REQUIRED ACTION
Look for the word "graph" in the entries and copy every line where it shows up.

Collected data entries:
Start of Block

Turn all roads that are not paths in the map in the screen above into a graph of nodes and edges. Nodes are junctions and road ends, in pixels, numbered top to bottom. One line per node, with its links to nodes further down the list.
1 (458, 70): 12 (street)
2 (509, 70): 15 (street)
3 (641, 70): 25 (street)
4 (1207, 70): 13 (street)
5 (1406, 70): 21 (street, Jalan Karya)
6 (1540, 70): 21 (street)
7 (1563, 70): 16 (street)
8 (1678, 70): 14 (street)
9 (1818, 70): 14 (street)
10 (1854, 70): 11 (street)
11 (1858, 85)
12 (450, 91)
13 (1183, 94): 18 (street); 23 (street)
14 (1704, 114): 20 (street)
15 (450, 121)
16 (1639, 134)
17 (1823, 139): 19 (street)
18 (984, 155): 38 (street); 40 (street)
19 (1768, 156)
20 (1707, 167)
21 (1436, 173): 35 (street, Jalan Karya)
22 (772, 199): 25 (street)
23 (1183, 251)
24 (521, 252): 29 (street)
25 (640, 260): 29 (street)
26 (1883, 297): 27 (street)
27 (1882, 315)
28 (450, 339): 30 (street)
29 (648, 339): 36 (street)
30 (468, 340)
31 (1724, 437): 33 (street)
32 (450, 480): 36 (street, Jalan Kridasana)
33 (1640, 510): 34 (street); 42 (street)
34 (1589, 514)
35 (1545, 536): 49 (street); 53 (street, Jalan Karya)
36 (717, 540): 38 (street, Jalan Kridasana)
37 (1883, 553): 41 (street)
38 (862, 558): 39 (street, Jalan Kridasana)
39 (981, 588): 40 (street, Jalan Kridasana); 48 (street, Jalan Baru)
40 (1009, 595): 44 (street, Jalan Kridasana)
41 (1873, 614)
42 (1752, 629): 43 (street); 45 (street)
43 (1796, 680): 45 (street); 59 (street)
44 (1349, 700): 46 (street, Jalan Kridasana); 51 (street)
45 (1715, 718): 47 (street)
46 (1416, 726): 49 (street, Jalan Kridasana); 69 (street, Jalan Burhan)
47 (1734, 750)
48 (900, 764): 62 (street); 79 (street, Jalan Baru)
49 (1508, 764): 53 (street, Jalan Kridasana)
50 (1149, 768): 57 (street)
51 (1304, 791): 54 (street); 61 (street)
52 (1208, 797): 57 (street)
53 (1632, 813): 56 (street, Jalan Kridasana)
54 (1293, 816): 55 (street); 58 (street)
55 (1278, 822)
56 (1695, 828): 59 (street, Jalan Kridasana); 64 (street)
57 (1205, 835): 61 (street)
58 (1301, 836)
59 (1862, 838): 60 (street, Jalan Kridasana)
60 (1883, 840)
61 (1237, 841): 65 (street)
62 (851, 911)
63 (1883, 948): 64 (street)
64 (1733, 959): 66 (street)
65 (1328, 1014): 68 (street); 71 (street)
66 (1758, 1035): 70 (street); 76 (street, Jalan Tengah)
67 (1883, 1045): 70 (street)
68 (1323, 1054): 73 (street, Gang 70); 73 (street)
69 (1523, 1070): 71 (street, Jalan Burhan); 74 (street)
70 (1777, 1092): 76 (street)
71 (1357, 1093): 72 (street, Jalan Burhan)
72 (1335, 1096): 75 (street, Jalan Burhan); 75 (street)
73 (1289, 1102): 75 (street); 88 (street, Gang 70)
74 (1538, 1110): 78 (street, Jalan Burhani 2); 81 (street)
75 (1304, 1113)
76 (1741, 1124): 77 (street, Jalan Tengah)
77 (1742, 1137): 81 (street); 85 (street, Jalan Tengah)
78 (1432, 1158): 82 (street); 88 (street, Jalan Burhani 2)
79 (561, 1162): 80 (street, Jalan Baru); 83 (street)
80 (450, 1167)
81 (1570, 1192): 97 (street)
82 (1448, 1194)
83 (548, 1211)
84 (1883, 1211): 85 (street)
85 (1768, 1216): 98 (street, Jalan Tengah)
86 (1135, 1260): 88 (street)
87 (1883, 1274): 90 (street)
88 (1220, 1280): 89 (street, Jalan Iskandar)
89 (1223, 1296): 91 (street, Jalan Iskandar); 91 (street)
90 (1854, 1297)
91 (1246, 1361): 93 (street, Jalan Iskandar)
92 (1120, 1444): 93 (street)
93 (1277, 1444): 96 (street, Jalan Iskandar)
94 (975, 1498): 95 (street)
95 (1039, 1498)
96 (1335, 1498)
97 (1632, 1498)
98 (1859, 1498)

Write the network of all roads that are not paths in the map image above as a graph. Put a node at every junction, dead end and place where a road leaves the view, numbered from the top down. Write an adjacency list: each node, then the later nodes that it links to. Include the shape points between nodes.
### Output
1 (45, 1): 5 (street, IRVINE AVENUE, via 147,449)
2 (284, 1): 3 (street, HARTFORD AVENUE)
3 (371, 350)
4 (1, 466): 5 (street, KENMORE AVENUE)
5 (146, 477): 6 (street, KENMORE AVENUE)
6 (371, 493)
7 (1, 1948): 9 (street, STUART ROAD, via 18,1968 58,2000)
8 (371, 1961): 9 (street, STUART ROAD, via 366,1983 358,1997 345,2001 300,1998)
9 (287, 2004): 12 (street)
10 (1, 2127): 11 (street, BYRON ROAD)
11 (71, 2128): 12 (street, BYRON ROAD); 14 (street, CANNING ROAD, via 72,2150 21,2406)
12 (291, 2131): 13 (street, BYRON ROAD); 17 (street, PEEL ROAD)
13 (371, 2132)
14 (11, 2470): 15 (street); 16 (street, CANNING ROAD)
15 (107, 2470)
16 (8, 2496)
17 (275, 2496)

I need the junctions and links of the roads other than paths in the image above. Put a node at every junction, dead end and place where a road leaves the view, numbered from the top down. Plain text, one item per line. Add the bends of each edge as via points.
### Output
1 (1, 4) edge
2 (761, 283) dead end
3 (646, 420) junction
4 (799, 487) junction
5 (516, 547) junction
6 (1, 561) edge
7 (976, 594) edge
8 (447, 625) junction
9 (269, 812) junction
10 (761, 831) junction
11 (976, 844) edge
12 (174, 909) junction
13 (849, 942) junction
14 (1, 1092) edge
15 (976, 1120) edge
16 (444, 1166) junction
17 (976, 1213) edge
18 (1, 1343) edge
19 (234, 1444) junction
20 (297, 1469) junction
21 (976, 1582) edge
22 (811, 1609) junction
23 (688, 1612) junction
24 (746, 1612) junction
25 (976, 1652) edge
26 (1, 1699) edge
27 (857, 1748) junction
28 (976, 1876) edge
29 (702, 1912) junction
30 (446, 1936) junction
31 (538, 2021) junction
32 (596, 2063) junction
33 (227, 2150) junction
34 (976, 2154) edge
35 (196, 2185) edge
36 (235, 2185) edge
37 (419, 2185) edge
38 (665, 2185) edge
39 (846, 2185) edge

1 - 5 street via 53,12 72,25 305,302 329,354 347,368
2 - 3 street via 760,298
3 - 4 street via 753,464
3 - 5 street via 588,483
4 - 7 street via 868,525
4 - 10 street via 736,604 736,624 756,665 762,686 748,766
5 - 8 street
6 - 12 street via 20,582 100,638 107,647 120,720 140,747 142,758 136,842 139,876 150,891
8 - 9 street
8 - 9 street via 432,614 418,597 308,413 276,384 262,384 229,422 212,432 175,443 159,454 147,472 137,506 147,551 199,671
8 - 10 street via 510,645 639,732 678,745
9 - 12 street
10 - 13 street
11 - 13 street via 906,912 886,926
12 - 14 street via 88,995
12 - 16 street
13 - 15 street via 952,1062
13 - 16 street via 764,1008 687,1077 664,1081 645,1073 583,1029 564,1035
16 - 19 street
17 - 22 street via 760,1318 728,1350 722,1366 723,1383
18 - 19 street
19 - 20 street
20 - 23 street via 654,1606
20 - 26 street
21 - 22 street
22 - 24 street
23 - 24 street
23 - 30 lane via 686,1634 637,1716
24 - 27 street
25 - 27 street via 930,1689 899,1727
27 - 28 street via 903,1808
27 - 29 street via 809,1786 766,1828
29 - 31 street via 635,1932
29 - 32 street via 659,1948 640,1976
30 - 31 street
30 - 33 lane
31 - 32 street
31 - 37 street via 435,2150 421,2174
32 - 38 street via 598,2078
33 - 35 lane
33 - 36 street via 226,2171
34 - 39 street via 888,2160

End of Block

ANSWER TO THE EXERCISE
Turn all roads that are not paths in the map in the screen above into a graph of nodes and edges. Nodes are junctions and road ends, in pixels, numbered top to bottom. One line per node, with its links to nodes further down the list.
Write the network of all roads that are not paths in the map image above as a graph. Put a node at every junction, dead end and place where a road leaves the view, numbered from the top down. Write an adjacency list: each node, then the later nodes that it links to. Include the shape points between nodes.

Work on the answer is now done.